● **TASK MATERIAL**:
-- Opening Marker --

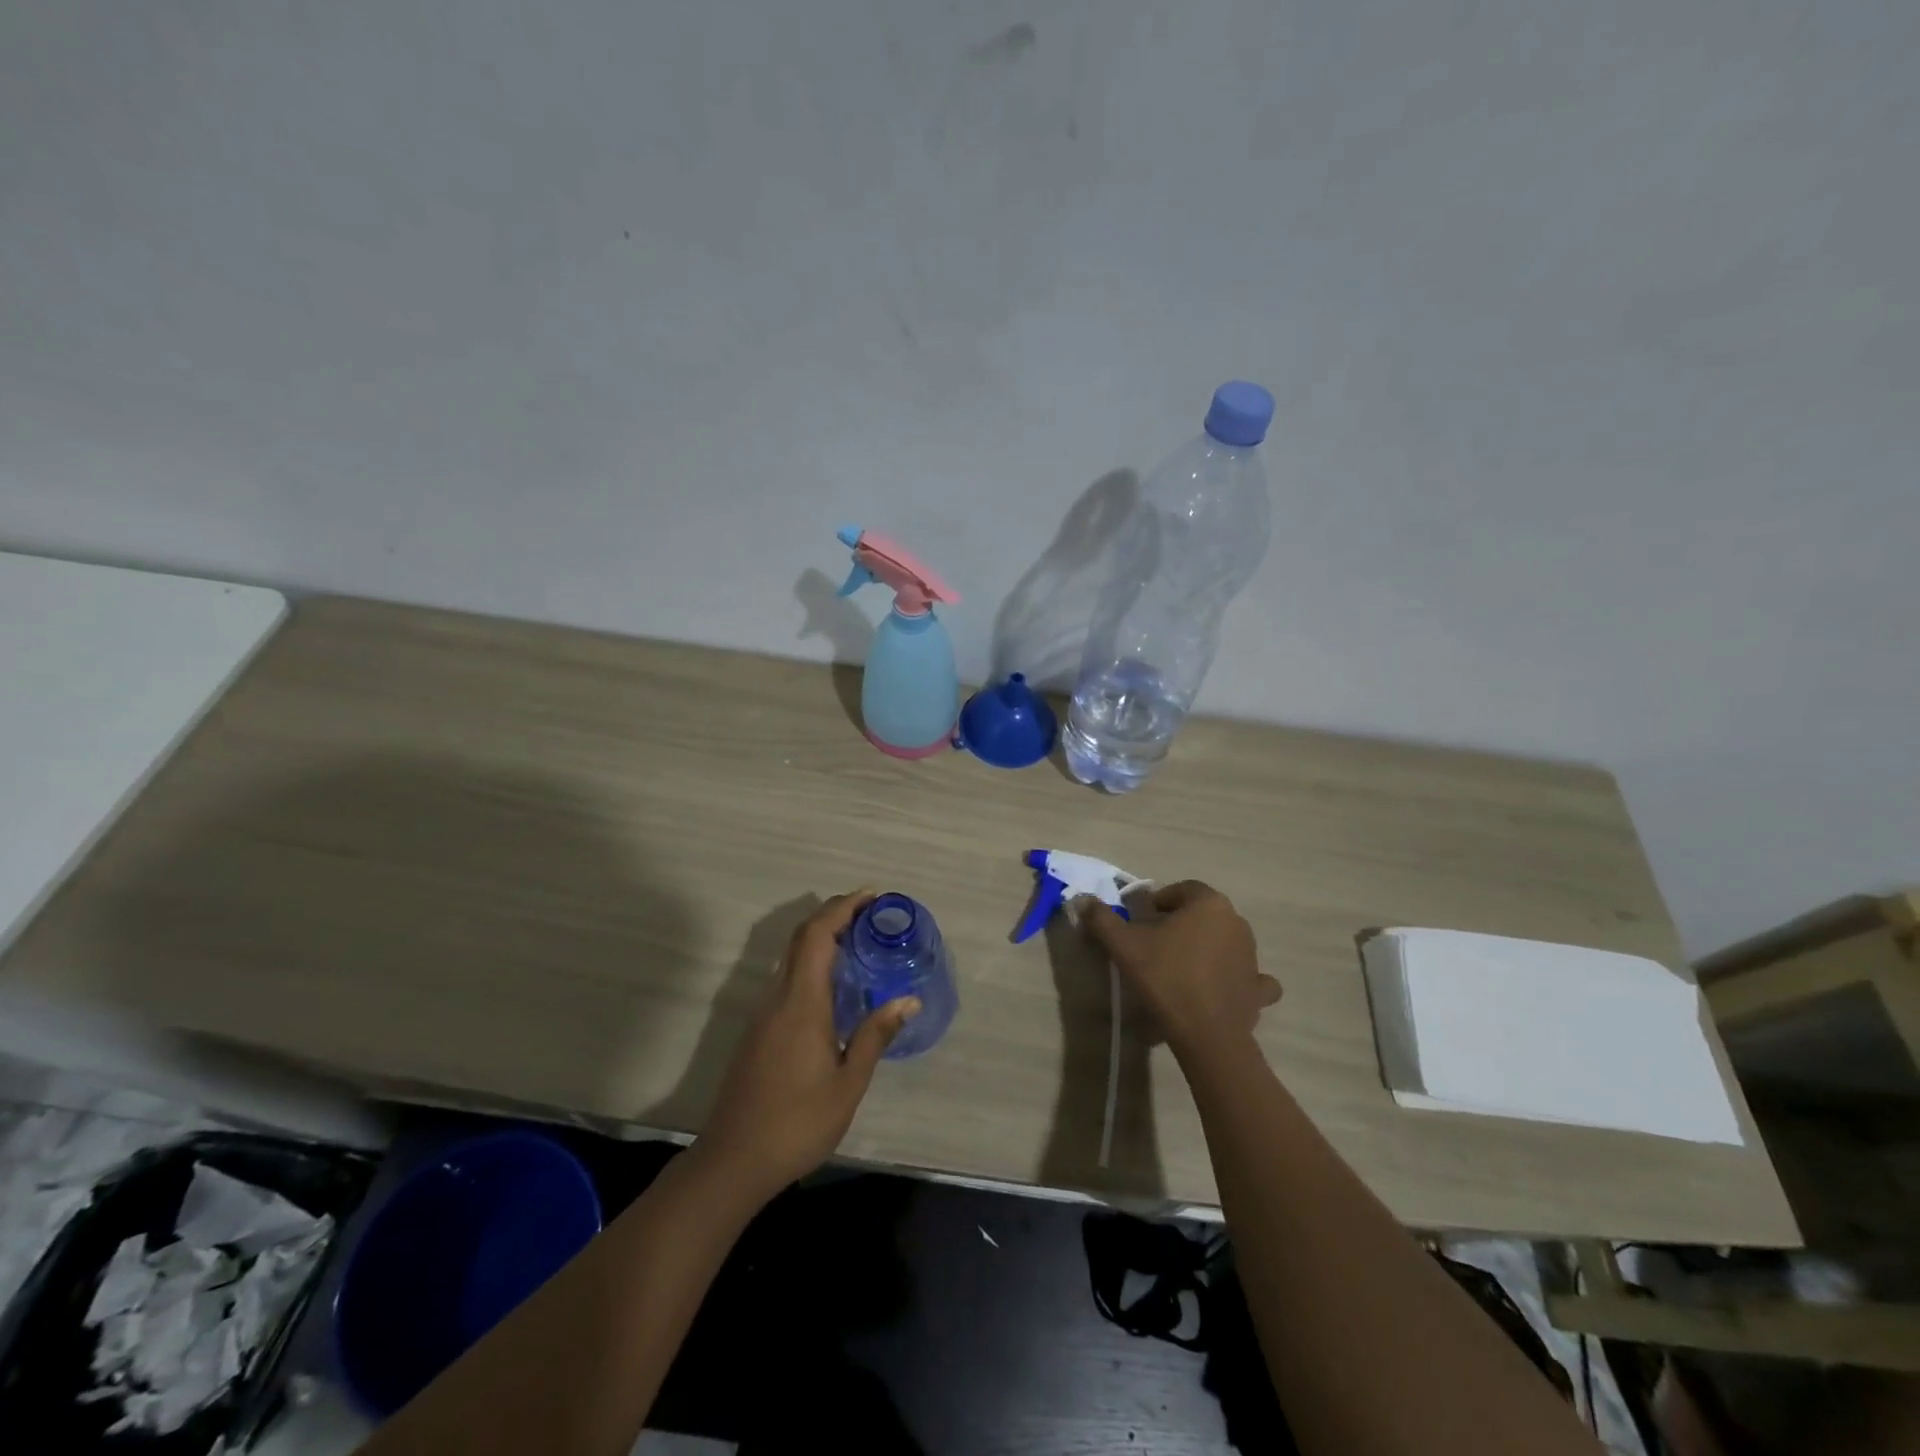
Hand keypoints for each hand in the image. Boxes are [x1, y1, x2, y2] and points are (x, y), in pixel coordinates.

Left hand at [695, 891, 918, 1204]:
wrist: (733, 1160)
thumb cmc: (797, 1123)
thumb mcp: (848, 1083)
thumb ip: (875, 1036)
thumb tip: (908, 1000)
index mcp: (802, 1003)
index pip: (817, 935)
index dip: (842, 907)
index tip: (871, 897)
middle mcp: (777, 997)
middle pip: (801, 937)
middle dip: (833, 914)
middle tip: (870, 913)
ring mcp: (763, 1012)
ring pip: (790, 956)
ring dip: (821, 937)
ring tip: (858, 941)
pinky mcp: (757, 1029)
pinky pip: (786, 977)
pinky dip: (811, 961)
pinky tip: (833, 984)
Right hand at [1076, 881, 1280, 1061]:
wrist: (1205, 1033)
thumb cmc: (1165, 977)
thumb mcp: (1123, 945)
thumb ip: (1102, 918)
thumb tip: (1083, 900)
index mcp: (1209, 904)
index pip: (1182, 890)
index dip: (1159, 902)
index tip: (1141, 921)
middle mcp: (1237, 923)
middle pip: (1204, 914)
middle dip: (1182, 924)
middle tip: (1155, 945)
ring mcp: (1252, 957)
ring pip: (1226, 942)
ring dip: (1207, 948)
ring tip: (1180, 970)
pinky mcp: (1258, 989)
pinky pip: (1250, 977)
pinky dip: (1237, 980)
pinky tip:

-- Closing Marker --

● **ASSIGNMENT**: Where a line in the entries holds the word "middle", copy that line.

● **YOUR SOLUTION**:
middle mcp: (777, 997)
middle pip: (801, 937)
middle dip: (833, 914)
middle tip: (870, 913)
middle mcp: (1237, 923)
middle pip: (1204, 914)
middle dip: (1182, 924)
middle tip: (1155, 945)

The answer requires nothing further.